Items from a dataset
..............................
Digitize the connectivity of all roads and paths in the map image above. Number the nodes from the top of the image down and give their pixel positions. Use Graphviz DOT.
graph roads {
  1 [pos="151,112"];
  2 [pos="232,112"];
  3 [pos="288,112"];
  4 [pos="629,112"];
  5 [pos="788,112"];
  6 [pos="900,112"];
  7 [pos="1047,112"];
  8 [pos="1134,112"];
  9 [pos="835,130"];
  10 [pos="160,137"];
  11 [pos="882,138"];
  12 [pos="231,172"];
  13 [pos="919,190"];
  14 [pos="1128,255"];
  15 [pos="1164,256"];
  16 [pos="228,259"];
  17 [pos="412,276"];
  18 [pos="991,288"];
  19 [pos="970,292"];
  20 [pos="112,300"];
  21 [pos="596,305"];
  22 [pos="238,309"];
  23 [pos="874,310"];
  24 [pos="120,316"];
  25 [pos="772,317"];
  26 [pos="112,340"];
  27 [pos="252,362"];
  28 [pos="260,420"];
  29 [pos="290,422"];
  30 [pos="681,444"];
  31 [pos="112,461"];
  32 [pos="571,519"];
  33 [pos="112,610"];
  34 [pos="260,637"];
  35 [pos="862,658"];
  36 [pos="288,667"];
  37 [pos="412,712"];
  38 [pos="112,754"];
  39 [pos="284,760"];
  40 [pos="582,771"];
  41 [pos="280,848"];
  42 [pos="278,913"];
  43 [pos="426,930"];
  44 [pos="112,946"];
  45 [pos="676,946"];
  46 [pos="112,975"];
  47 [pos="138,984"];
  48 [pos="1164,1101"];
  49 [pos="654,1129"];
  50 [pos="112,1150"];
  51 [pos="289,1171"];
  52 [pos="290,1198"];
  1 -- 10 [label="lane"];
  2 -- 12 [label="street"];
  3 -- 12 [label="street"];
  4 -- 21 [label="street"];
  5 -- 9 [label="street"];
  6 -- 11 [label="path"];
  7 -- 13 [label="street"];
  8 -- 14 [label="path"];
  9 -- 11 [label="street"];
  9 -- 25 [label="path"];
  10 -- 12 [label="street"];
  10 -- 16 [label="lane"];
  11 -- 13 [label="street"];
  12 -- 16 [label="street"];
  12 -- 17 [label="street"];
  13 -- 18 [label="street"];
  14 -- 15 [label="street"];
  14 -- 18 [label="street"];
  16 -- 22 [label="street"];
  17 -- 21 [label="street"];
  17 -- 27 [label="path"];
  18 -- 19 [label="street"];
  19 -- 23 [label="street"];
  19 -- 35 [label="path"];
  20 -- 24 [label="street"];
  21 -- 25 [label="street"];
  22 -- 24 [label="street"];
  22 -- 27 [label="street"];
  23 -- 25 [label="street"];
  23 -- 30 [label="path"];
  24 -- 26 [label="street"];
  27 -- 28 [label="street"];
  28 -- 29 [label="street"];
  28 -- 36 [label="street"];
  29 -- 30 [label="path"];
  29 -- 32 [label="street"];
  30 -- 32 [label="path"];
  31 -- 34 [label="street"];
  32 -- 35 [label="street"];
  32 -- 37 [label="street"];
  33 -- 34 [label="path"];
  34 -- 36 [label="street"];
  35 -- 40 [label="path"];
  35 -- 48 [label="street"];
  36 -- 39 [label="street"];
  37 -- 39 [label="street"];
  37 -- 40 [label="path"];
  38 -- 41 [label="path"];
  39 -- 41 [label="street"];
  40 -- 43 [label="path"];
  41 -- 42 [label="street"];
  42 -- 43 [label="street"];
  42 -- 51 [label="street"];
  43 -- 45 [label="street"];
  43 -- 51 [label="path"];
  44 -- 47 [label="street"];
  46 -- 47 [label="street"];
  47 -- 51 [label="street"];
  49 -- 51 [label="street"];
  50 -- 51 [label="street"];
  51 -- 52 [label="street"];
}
..............................
_Task directions_
Tell how many lines of the data above contain the word "roads", giving the number by itself.

_Result of this exercise_
2